Work to be completed:
From the data below, copy out every line in which the word "Clark" occurs.

Given records:

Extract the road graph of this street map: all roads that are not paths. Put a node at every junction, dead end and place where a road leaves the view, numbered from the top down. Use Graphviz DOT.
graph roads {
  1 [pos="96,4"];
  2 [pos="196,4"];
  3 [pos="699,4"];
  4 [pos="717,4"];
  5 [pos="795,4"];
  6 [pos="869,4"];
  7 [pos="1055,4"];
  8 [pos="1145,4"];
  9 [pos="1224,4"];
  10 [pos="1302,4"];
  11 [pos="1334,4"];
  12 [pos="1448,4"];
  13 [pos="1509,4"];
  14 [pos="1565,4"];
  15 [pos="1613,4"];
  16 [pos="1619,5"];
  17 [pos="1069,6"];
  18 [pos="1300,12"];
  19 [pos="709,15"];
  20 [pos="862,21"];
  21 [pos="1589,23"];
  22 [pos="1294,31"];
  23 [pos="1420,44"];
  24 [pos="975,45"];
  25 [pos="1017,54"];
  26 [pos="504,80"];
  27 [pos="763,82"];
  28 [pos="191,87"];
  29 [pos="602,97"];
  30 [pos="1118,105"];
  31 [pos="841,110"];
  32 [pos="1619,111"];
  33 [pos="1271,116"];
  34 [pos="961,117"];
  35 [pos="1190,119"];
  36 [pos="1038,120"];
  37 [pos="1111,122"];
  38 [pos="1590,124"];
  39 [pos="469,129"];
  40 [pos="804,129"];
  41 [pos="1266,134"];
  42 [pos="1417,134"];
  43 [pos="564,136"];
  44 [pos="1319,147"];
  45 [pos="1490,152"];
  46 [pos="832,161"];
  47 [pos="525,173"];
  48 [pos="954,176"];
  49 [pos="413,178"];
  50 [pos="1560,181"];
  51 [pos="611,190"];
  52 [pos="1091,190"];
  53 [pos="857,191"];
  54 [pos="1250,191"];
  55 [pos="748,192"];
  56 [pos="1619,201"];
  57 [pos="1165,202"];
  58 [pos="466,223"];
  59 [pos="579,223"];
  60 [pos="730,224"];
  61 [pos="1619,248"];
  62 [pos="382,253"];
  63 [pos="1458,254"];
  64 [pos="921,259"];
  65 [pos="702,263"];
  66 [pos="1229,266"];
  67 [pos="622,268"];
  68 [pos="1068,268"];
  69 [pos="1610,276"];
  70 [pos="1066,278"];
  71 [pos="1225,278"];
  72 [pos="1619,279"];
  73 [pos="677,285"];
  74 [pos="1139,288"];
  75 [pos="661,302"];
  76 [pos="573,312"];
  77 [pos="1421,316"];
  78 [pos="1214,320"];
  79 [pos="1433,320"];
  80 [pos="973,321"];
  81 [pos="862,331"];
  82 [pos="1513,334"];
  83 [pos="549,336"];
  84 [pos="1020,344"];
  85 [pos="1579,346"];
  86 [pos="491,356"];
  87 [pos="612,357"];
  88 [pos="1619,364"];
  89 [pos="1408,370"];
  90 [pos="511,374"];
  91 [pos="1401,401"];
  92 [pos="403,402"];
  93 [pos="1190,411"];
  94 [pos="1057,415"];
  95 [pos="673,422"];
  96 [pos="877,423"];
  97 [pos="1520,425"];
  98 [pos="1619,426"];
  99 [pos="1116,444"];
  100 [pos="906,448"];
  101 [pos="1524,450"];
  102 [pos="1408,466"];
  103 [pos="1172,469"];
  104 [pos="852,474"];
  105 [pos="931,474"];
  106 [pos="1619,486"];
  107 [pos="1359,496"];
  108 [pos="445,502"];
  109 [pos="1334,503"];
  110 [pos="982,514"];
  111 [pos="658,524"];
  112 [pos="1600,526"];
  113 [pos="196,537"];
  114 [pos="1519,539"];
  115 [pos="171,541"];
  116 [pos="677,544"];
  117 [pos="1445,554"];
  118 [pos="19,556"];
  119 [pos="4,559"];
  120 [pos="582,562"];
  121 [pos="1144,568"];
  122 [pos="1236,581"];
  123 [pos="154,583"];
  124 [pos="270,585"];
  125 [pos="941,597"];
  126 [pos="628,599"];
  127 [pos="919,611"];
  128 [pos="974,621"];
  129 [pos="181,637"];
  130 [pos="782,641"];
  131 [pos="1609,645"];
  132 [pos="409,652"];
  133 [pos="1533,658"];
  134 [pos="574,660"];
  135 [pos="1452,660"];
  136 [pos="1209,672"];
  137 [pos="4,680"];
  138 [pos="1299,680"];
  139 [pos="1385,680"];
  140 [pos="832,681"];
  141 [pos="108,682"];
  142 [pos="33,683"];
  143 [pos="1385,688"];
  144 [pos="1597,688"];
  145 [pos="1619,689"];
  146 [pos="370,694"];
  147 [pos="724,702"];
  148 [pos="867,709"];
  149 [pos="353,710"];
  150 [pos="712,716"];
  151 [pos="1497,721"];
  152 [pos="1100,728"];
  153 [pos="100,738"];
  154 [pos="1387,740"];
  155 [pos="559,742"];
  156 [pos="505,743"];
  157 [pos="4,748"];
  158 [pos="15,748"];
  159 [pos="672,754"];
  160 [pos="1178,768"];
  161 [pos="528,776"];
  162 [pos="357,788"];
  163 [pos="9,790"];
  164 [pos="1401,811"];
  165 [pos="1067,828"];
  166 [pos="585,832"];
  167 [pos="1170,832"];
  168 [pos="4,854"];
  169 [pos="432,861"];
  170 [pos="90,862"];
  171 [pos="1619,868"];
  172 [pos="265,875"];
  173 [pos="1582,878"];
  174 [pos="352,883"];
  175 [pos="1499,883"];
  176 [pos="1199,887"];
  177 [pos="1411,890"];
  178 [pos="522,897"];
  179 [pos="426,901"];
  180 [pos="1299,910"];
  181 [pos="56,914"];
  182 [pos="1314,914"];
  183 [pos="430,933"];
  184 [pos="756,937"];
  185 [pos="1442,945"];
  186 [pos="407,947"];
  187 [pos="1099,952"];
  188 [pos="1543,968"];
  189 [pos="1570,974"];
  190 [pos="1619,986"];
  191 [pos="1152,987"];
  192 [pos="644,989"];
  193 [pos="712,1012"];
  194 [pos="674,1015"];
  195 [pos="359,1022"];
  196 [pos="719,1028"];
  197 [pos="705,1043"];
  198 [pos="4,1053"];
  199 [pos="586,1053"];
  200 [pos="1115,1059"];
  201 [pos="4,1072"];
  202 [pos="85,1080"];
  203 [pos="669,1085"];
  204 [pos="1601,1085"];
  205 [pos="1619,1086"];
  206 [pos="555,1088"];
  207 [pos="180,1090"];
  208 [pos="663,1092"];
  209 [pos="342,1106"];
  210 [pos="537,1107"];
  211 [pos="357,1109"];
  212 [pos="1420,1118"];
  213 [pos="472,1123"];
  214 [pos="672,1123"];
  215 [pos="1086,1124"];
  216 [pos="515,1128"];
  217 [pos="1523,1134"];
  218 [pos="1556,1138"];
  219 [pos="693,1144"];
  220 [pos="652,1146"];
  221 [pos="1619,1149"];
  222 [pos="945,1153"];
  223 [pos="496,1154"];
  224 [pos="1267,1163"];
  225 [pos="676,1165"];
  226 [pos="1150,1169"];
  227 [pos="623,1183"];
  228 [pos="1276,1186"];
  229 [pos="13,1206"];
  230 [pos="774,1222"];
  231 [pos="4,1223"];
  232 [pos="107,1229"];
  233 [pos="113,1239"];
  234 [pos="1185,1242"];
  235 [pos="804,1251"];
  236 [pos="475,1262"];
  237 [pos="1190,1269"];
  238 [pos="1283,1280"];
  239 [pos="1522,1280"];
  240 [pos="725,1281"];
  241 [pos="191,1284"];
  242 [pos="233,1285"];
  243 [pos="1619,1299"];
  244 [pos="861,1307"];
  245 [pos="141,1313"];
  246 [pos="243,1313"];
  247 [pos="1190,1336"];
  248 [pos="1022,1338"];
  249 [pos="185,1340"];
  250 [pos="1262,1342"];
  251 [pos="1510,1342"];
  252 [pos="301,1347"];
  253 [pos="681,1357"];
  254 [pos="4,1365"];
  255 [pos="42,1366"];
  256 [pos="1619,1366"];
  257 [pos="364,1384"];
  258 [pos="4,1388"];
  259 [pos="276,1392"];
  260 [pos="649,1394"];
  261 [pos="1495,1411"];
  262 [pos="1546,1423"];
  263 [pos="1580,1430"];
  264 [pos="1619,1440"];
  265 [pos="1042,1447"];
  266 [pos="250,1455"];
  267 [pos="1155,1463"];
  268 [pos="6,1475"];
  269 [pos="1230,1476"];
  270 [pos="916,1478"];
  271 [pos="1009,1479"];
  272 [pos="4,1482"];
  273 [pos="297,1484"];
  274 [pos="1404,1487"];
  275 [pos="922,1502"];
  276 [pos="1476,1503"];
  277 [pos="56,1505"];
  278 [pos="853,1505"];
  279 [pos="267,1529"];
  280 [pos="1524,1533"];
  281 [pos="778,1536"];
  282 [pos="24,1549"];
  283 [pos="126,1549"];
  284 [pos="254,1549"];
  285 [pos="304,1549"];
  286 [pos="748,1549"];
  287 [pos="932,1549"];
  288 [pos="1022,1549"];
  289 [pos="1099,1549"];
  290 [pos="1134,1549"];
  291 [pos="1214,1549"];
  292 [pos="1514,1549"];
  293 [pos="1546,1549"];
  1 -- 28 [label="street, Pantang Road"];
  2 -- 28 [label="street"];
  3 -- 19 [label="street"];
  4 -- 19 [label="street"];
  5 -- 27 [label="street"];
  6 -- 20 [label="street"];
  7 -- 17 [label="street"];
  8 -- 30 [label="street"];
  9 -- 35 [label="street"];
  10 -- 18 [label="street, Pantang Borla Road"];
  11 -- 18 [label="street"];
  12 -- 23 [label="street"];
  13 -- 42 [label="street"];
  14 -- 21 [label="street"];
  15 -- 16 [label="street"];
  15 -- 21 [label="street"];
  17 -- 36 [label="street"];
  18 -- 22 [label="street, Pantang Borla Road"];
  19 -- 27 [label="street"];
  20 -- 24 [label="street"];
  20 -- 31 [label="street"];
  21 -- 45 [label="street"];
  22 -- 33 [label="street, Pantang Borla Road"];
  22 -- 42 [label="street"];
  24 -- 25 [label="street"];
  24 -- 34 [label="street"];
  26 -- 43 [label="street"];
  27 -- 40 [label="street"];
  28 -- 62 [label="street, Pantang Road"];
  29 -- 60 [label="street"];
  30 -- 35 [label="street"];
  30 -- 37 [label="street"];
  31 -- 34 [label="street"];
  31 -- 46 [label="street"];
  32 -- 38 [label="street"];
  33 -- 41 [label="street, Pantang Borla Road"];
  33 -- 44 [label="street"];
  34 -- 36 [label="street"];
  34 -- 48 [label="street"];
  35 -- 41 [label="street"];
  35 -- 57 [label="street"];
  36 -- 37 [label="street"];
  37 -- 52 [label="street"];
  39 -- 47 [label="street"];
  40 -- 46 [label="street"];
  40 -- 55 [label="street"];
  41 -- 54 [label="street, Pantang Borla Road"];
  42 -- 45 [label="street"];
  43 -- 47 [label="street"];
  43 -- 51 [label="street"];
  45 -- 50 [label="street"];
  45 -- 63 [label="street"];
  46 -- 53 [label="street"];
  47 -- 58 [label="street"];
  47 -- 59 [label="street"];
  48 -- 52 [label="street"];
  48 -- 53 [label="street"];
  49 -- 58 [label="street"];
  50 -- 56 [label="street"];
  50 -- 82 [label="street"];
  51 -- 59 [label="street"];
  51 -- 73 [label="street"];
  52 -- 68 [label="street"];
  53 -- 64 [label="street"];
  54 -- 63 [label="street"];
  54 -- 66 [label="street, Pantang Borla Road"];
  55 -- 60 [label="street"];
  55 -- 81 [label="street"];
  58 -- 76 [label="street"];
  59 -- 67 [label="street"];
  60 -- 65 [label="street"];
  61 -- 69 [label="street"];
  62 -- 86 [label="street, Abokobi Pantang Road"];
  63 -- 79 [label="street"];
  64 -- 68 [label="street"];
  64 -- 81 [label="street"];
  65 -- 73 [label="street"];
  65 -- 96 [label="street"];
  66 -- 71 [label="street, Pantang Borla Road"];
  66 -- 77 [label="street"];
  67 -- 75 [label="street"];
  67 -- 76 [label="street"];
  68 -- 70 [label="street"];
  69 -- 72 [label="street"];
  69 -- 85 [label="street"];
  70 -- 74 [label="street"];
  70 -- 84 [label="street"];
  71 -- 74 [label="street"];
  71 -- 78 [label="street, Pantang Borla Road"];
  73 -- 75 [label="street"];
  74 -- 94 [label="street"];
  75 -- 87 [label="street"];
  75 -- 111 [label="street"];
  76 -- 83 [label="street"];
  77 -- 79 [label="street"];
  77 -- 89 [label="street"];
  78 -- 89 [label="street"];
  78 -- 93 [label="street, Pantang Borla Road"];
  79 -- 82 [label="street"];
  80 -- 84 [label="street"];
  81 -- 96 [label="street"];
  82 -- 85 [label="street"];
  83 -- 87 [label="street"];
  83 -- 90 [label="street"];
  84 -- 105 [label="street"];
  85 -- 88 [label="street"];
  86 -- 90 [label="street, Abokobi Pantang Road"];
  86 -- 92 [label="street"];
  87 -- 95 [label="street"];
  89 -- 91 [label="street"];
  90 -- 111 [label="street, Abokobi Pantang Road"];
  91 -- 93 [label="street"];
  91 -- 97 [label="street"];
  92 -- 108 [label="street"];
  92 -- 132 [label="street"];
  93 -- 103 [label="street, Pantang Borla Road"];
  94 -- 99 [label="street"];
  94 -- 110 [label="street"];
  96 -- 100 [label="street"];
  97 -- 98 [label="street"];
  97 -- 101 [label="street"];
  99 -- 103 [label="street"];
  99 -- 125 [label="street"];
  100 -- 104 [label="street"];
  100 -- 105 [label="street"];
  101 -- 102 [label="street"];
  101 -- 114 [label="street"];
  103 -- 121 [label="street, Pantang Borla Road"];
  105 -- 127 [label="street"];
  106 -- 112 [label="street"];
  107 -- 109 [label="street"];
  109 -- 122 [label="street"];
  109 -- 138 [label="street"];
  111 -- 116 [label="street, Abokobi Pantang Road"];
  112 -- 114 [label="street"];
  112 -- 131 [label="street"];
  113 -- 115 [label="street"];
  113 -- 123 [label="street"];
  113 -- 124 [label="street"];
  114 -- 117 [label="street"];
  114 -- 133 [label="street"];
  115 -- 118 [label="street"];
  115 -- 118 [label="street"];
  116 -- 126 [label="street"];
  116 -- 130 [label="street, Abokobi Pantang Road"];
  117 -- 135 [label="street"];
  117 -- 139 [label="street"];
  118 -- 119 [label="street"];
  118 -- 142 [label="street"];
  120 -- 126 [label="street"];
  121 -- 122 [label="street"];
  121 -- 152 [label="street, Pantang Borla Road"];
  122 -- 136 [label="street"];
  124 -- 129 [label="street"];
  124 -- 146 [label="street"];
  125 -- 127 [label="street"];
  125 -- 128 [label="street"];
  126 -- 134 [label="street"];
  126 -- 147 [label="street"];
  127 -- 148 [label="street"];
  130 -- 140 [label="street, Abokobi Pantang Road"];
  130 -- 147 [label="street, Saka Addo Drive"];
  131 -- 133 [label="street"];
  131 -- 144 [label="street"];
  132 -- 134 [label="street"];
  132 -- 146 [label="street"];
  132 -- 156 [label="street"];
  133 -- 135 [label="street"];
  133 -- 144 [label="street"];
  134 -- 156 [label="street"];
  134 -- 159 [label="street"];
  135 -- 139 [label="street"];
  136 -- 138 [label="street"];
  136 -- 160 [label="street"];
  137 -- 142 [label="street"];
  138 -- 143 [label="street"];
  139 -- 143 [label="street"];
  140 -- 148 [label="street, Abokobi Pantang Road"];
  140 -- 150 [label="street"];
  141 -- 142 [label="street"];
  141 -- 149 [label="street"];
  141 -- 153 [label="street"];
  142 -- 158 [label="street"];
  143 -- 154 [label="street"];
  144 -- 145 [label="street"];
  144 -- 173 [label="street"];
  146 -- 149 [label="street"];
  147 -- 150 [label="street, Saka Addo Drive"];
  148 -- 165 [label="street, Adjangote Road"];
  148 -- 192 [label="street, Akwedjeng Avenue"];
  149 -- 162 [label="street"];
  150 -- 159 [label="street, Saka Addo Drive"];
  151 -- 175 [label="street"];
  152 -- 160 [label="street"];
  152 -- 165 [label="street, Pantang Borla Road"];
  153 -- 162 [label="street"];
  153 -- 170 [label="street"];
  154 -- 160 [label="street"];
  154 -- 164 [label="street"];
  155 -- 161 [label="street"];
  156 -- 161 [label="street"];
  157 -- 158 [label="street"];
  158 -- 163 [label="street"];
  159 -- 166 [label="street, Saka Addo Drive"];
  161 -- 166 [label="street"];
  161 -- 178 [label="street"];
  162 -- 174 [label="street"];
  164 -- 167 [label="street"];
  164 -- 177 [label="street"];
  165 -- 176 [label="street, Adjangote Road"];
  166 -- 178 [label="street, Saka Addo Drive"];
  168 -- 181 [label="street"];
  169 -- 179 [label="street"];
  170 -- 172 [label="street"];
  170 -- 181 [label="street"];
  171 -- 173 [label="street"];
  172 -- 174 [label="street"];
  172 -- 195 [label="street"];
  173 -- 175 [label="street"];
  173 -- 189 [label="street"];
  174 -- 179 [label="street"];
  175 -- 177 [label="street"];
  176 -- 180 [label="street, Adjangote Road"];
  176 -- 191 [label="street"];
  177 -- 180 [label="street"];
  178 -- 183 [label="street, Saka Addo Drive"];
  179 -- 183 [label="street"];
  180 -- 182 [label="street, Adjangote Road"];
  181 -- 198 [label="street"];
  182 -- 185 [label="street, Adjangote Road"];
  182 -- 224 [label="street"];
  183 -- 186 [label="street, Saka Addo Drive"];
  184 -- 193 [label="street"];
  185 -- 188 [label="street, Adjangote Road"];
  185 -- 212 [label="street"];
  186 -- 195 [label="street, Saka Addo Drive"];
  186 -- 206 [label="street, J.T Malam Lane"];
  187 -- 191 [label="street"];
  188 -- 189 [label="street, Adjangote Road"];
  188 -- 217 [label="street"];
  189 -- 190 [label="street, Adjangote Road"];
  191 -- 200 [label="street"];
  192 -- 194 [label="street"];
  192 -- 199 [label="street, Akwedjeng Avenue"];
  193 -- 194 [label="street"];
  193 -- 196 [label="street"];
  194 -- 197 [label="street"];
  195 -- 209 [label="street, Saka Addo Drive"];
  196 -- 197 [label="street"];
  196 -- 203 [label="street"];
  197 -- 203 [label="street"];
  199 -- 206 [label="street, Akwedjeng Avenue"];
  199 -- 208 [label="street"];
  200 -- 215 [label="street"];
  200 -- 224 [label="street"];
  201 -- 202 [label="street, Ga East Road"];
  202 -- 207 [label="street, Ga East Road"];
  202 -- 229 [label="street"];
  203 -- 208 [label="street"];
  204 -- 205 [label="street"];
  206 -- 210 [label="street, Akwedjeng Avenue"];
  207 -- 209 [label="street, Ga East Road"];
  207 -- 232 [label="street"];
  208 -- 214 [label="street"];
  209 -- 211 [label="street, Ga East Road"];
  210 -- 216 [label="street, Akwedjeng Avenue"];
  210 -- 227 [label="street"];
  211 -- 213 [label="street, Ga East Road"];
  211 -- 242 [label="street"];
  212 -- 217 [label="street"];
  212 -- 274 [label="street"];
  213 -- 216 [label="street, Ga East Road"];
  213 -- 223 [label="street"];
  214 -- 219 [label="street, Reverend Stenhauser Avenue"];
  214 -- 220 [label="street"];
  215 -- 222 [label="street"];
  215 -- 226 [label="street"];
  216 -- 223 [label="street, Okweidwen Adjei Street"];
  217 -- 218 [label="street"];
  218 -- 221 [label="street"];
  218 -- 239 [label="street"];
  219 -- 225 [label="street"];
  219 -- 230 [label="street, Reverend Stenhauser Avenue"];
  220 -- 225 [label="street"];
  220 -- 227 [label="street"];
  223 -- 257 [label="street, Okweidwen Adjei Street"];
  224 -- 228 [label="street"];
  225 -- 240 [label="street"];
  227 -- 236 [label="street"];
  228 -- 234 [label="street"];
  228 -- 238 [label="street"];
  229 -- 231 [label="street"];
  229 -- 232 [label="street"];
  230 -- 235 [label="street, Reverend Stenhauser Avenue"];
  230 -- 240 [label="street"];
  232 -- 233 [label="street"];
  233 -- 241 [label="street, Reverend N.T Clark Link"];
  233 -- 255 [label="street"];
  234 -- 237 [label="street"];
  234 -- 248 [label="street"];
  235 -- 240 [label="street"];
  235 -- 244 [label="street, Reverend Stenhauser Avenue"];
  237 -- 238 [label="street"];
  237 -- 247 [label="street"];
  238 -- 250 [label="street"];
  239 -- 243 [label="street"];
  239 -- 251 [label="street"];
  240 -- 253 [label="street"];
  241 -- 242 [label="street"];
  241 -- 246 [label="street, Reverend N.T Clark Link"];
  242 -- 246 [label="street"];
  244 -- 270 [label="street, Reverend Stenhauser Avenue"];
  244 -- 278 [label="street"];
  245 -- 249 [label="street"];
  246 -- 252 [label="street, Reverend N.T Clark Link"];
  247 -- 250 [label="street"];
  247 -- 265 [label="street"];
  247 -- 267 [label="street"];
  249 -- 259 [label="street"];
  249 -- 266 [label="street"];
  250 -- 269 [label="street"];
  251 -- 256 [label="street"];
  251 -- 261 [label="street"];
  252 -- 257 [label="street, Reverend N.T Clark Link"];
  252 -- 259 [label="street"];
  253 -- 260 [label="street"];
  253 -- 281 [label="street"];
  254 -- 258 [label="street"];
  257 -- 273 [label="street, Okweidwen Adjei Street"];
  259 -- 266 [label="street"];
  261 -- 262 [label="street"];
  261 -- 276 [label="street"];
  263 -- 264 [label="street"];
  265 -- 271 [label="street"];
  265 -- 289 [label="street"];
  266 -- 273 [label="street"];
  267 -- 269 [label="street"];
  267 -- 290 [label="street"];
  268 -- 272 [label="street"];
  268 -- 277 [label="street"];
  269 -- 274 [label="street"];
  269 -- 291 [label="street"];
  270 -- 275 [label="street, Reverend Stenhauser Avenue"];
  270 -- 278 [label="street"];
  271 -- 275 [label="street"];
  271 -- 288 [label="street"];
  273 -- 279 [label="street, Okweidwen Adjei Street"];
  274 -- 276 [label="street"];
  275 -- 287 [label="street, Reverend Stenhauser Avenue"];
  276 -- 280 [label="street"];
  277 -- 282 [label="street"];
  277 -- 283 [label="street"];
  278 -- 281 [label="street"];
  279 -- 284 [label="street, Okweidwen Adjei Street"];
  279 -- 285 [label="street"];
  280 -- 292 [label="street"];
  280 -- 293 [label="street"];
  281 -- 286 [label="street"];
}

Solution to the exercise:
  233 -- 241 [label="street, Reverend N.T Clark Link"];
  241 -- 246 [label="street, Reverend N.T Clark Link"];
  246 -- 252 [label="street, Reverend N.T Clark Link"];
  252 -- 257 [label="street, Reverend N.T Clark Link"];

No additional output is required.